THE PROBLEM - Exactly as they stand, set down the following records once more.
======== DATA FOR THE TASK
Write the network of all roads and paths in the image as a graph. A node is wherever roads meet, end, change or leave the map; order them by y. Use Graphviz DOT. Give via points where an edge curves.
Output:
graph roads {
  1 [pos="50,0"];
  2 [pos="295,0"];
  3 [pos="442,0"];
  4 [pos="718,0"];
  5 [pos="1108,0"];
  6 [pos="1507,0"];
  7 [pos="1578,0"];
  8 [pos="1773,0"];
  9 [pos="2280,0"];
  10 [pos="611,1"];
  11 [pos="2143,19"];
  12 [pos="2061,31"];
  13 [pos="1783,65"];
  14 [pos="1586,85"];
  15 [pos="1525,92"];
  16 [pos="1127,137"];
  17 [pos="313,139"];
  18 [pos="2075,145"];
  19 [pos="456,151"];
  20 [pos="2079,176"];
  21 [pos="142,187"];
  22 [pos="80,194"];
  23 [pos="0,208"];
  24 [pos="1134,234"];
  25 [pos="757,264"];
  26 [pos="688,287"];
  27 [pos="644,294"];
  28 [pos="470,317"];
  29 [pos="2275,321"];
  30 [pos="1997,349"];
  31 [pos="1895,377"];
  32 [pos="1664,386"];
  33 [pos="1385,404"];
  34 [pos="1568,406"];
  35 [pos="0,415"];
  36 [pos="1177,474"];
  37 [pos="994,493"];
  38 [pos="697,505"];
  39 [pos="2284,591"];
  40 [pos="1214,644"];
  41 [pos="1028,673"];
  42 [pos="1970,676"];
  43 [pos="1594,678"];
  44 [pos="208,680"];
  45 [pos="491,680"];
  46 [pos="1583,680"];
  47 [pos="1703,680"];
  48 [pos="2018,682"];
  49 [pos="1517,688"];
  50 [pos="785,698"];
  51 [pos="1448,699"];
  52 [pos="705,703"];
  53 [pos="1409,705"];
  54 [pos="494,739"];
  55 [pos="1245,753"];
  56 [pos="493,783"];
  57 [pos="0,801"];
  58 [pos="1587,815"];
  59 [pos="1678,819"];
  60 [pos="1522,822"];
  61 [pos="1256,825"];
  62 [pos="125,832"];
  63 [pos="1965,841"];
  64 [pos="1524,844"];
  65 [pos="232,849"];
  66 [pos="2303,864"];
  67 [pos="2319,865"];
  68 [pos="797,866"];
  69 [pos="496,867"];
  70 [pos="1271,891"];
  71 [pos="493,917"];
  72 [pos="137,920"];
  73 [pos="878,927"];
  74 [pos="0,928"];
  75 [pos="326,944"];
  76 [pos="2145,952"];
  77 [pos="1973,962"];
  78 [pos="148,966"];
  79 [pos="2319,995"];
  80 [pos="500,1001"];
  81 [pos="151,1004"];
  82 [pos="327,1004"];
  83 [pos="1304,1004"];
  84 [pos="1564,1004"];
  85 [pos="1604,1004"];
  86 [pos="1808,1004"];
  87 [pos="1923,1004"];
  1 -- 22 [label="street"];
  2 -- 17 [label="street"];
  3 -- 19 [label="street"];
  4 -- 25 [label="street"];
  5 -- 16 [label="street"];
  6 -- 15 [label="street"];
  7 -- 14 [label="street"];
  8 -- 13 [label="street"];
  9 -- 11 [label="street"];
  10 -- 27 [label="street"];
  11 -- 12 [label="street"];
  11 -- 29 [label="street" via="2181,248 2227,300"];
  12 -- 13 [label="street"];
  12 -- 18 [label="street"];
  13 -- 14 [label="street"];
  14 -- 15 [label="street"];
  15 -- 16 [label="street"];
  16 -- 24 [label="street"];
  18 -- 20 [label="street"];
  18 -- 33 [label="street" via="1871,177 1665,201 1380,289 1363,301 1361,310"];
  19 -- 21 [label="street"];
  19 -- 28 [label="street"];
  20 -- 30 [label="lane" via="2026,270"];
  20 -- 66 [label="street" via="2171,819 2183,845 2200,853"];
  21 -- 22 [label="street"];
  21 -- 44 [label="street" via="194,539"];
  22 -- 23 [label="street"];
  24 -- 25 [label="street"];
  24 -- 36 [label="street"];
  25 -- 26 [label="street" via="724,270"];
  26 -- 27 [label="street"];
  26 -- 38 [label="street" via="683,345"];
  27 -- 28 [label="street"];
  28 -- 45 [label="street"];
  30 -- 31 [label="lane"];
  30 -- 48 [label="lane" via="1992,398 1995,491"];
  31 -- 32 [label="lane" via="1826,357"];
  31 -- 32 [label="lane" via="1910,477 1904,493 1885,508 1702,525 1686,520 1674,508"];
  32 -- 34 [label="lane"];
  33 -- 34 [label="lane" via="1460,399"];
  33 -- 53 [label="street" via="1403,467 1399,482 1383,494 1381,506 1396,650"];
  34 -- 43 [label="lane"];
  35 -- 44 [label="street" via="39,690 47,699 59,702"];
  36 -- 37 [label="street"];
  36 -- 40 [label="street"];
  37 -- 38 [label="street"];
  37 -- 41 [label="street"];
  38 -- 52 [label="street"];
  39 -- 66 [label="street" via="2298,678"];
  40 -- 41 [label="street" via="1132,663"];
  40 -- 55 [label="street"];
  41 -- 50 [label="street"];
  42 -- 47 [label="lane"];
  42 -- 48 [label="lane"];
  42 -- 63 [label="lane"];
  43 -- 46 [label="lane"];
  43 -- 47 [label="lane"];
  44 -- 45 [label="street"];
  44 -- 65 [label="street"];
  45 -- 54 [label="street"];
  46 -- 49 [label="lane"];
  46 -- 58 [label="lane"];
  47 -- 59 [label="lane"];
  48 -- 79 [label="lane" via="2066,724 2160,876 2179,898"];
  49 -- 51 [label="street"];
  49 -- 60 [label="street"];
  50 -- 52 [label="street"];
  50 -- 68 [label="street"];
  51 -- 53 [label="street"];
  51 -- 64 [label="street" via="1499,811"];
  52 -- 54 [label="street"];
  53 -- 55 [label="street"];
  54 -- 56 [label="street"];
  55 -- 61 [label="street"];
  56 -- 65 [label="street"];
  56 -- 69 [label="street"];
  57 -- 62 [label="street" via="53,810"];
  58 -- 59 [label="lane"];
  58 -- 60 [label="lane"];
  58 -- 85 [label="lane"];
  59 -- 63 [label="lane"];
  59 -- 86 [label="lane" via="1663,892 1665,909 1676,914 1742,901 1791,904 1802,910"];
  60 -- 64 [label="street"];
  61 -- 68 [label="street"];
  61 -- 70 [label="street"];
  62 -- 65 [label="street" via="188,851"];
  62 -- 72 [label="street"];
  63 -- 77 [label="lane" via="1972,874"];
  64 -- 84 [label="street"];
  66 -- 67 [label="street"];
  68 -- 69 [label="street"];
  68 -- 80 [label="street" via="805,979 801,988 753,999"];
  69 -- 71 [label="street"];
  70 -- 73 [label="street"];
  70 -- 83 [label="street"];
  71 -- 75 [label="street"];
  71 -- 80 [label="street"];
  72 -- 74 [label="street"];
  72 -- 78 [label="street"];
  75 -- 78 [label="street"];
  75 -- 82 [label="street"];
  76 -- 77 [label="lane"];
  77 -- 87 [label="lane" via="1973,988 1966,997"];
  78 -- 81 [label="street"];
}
================
WRITTEN ANSWER -
Write the network of all roads and paths in the image as a graph. A node is wherever roads meet, end, change or leave the map; order them by y. Use Graphviz DOT. Give via points where an edge curves.
Output:
graph roads {
  1 [pos="50,0"];
  2 [pos="295,0"];
  3 [pos="442,0"];
  4 [pos="718,0"];
  5 [pos="1108,0"];
  6 [pos="1507,0"];
  7 [pos="1578,0"];
  8 [pos="1773,0"];
  9 [pos="2280,0"];
  10 [pos="611,1"];
  11 [pos="2143,19"];
  12 [pos="2061,31"];
  13 [pos="1783,65"];
  14 [pos="1586,85"];
  15 [pos="1525,92"];
  16 [pos="1127,137"];
  17 [pos="313,139"];
  18 [pos="2075,145"];
  19 [pos="456,151"];
  20 [pos="2079,176"];
  21 [pos="142,187"];
  22 [pos="80,194"];
  23 [pos="0,208"];
  24 [pos="1134,234"];
  25 [pos="757,264"];
  26 [pos="688,287"];
  27 [pos="644,294"];
  28 [pos="470,317"];
  29 [pos="2275,321"];
  30 [pos="1997,349"];
  31 [pos="1895,377"];
  32 [pos="1664,386"];
  33 [pos="1385,404"];
  34 [pos="1568,406"];
  35 [pos="0,415"];
  36 [pos="1177,474"];
  37 [pos="994,493"];
  38 [pos="697,505"];
  39 [pos="2284,591"];
  40 [pos="1214,644"];
  41 [pos="1028,673"];
  42 [pos="1970,676"];
  43 [pos="1594,678"];
  44 [pos="208,680"];
  45 [pos="491,680"];
  46 [pos="1583,680"];
  47 [pos="1703,680"];
  48 [pos="2018,682"];
  49 [pos="1517,688"];
  50 [pos="785,698"];
  51 [pos="1448,699"];
  52 [pos="705,703"];
  53 [pos="1409,705"];
  54 [pos="494,739"];
  55 [pos="1245,753"];
  56 [pos="493,783"];
  57 [pos="0,801"];
  58 [pos="1587,815"];
  59 [pos="1678,819"];
  60 [pos="1522,822"];
  61 [pos="1256,825"];
  62 [pos="125,832"];
  63 [pos="1965,841"];
  64 [pos="1524,844"];
  65 [pos="232,849"];
  66 [pos="2303,864"];
  67 [pos="2319,865"];
  68 [pos="797,866"];
  69 [pos="496,867"];
  70 [pos="1271,891"];
  71 [pos="493,917"];
  72 [pos="137,920"];
  73 [pos="878,927"];
  74 [pos="0,928"];
  75 [pos="326,944"];
  76 [pos="2145,952"];
  77 [pos="1973,962"];
  78 [pos="148,966"];
  79 [pos="2319,995"];
  80 [pos="500,1001"];
  81 [pos="151,1004"];
  82 [pos="327,1004"];
  83 [pos="1304,1004"];
  84 [pos="1564,1004"];
  85 [pos="1604,1004"];
  86 [pos="1808,1004"];
  87 [pos="1923,1004"];
  1 -- 22 [label="street"];
  2 -- 17 [label="street"];
  3 -- 19 [label="street"];
  4 -- 25 [label="street"];
  5 -- 16 [label="street"];
  6 -- 15 [label="street"];
  7 -- 14 [label="street"];
  8 -- 13 [label="street"];
  9 -- 11 [label="street"];
  10 -- 27 [label="street"];
  11 -- 12 [label="street"];
  11 -- 29 [label="street" via="2181,248 2227,300"];
  12 -- 13 [label="street"];
  12 -- 18 [label="street"];
  13 -- 14 [label="street"];
  14 -- 15 [label="street"];
  15 -- 16 [label="street"];
  16 -- 24 [label="street"];
  18 -- 20 [label="street"];
  18 -- 33 [label="street" via="1871,177 1665,201 1380,289 1363,301 1361,310"];
  19 -- 21 [label="street"];
  19 -- 28 [label="street"];
  20 -- 30 [label="lane" via="2026,270"];
  20 -- 66 [label="street" via="2171,819 2183,845 2200,853"];
  21 -- 22 [label="street"];
  21 -- 44 [label="street" via="194,539"];
  22 -- 23 [label="street"];
  24 -- 25 [label="street"];
  24 -- 36 [label="street"];
  25 -- 26 [label="street" via="724,270"];
  26 -- 27 [label="street"];
  26 -- 38 [label="street" via="683,345"];
  27 -- 28 [label="street"];
  28 -- 45 [label="street"];
  30 -- 31 [label="lane"];
  30 -- 48 [label="lane" via="1992,398 1995,491"];
  31 -- 32 [label="lane" via="1826,357"];
  31 -- 32 [label="lane" via="1910,477 1904,493 1885,508 1702,525 1686,520 1674,508"];
  32 -- 34 [label="lane"];
  33 -- 34 [label="lane" via="1460,399"];
  33 -- 53 [label="street" via="1403,467 1399,482 1383,494 1381,506 1396,650"];
  34 -- 43 [label="lane"];
  35 -- 44 [label="street" via="39,690 47,699 59,702"];
  36 -- 37 [label="street"];
  36 -- 40 [label="street"];
  37 -- 38 [label="street"];
  37 -- 41 [label="street"];
  38 -- 52 [label="street"];
  39 -- 66 [label="street" via="2298,678"];
  40 -- 41 [label="street" via="1132,663"];
  40 -- 55 [label="street"];
  41 -- 50 [label="street"];
  42 -- 47 [label="lane"];
  42 -- 48 [label="lane"];
  42 -- 63 [label="lane"];
  43 -- 46 [label="lane"];
  43 -- 47 [label="lane"];
  44 -- 45 [label="street"];
  44 -- 65 [label="street"];
  45 -- 54 [label="street"];
  46 -- 49 [label="lane"];
  46 -- 58 [label="lane"];
  47 -- 59 [label="lane"];
  48 -- 79 [label="lane" via="2066,724 2160,876 2179,898"];
  49 -- 51 [label="street"];
  49 -- 60 [label="street"];
  50 -- 52 [label="street"];
  50 -- 68 [label="street"];
  51 -- 53 [label="street"];
  51 -- 64 [label="street" via="1499,811"];
  52 -- 54 [label="street"];
  53 -- 55 [label="street"];
  54 -- 56 [label="street"];
  55 -- 61 [label="street"];
  56 -- 65 [label="street"];
  56 -- 69 [label="street"];
  57 -- 62 [label="street" via="53,810"];
  58 -- 59 [label="lane"];
  58 -- 60 [label="lane"];
  58 -- 85 [label="lane"];
  59 -- 63 [label="lane"];
  59 -- 86 [label="lane" via="1663,892 1665,909 1676,914 1742,901 1791,904 1802,910"];
  60 -- 64 [label="street"];
  61 -- 68 [label="street"];
  61 -- 70 [label="street"];
  62 -- 65 [label="street" via="188,851"];
  62 -- 72 [label="street"];
  63 -- 77 [label="lane" via="1972,874"];
  64 -- 84 [label="street"];
  66 -- 67 [label="street"];
  68 -- 69 [label="street"];
  68 -- 80 [label="street" via="805,979 801,988 753,999"];
  69 -- 71 [label="street"];
  70 -- 73 [label="street"];
  70 -- 83 [label="street"];
  71 -- 75 [label="street"];
  71 -- 80 [label="street"];
  72 -- 74 [label="street"];
  72 -- 78 [label="street"];
  75 -- 78 [label="street"];
  75 -- 82 [label="street"];
  76 -- 77 [label="lane"];
  77 -- 87 [label="lane" via="1973,988 1966,997"];
  78 -- 81 [label="street"];
}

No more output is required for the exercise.